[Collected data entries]
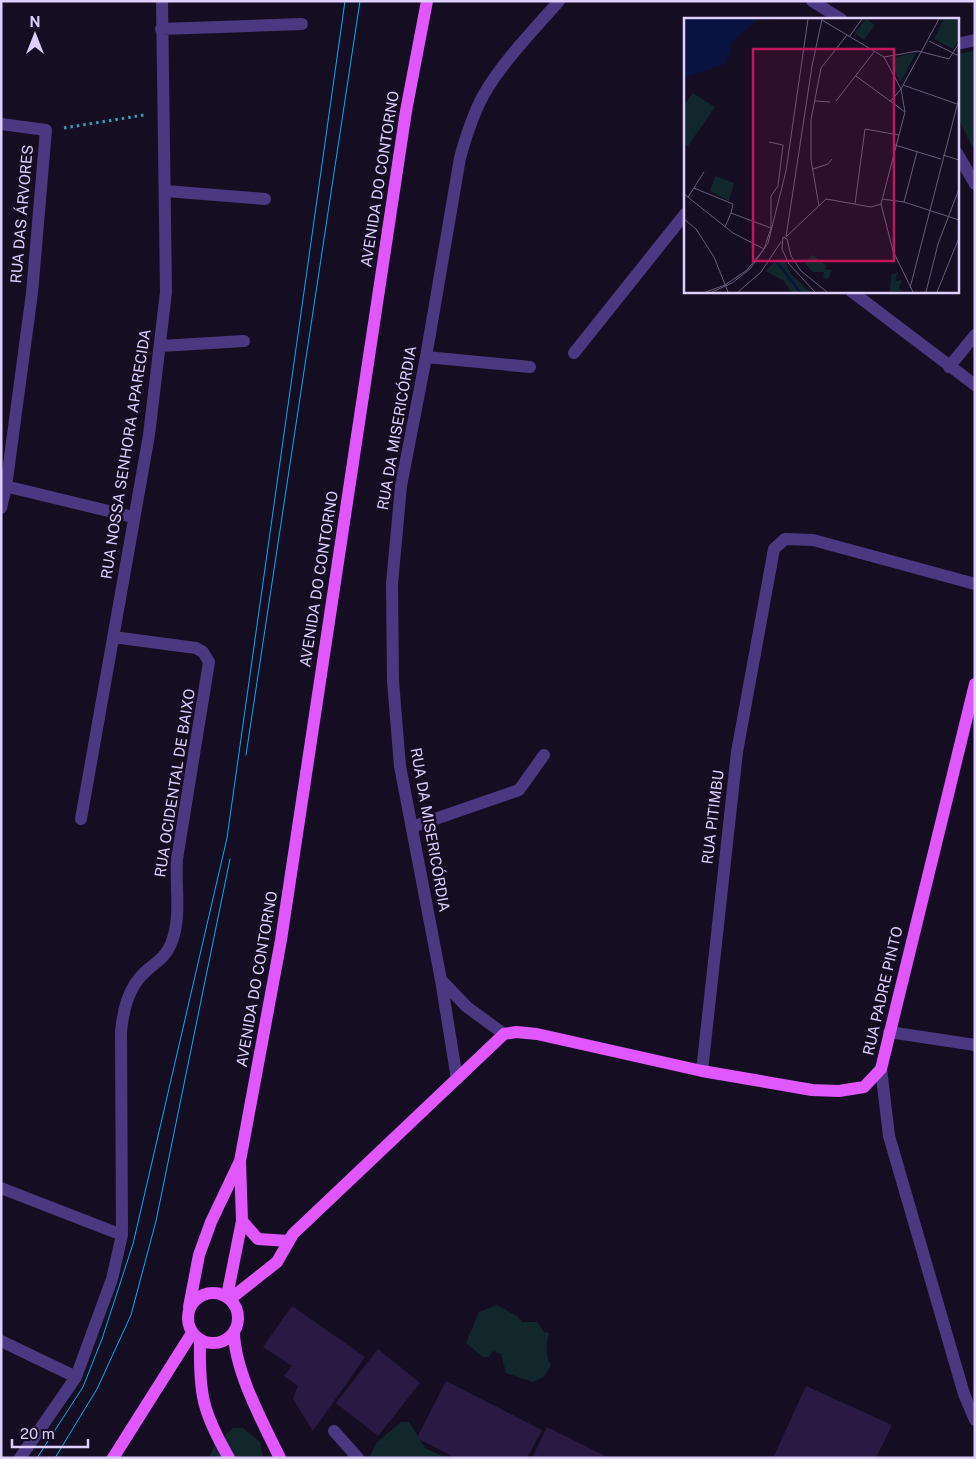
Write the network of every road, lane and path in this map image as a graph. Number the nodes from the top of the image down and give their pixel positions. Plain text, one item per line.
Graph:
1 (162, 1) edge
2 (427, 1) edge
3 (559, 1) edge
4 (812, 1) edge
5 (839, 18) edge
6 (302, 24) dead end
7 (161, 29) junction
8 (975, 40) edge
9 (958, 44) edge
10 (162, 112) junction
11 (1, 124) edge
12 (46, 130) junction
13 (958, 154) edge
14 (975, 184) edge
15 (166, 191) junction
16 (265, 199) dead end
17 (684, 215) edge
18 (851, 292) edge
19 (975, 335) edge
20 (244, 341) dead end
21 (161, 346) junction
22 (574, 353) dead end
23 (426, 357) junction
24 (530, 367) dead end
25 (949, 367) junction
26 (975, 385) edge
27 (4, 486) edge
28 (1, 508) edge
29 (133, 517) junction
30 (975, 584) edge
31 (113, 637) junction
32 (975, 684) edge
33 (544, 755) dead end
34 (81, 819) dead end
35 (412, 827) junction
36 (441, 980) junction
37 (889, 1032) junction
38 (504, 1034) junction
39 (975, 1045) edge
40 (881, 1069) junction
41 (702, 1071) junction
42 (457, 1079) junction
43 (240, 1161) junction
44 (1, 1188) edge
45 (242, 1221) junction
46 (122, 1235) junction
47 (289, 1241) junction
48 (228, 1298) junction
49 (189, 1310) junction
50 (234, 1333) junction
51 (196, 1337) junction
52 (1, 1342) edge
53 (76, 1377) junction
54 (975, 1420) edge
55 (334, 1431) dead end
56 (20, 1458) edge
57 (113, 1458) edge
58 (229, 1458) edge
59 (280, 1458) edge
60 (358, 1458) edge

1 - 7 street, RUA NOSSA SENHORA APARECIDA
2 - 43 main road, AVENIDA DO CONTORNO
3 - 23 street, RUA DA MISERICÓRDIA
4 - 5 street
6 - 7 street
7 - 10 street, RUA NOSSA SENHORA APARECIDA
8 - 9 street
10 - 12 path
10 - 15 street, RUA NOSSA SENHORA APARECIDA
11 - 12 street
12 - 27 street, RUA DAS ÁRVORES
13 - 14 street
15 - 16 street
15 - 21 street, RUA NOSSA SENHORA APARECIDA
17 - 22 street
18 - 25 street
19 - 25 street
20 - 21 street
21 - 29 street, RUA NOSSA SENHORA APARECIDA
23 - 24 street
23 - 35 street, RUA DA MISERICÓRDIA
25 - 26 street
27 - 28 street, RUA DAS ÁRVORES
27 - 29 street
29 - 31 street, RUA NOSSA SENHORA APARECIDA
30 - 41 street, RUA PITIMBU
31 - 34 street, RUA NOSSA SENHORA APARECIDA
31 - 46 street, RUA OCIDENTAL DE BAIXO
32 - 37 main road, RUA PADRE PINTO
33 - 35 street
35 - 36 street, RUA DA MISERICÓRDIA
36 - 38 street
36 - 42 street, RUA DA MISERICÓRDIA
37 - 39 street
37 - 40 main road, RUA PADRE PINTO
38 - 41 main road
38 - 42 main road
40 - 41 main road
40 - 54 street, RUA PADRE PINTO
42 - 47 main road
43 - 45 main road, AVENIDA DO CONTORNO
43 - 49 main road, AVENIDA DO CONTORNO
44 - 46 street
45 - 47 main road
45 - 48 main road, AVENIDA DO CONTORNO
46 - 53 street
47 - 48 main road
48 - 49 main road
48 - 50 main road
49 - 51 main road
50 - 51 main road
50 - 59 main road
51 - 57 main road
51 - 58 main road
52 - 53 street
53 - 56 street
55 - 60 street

_Exercise description_
The expected output is one number: how many lines of the data above hold the string "dead".

_Answer for this exercise_
8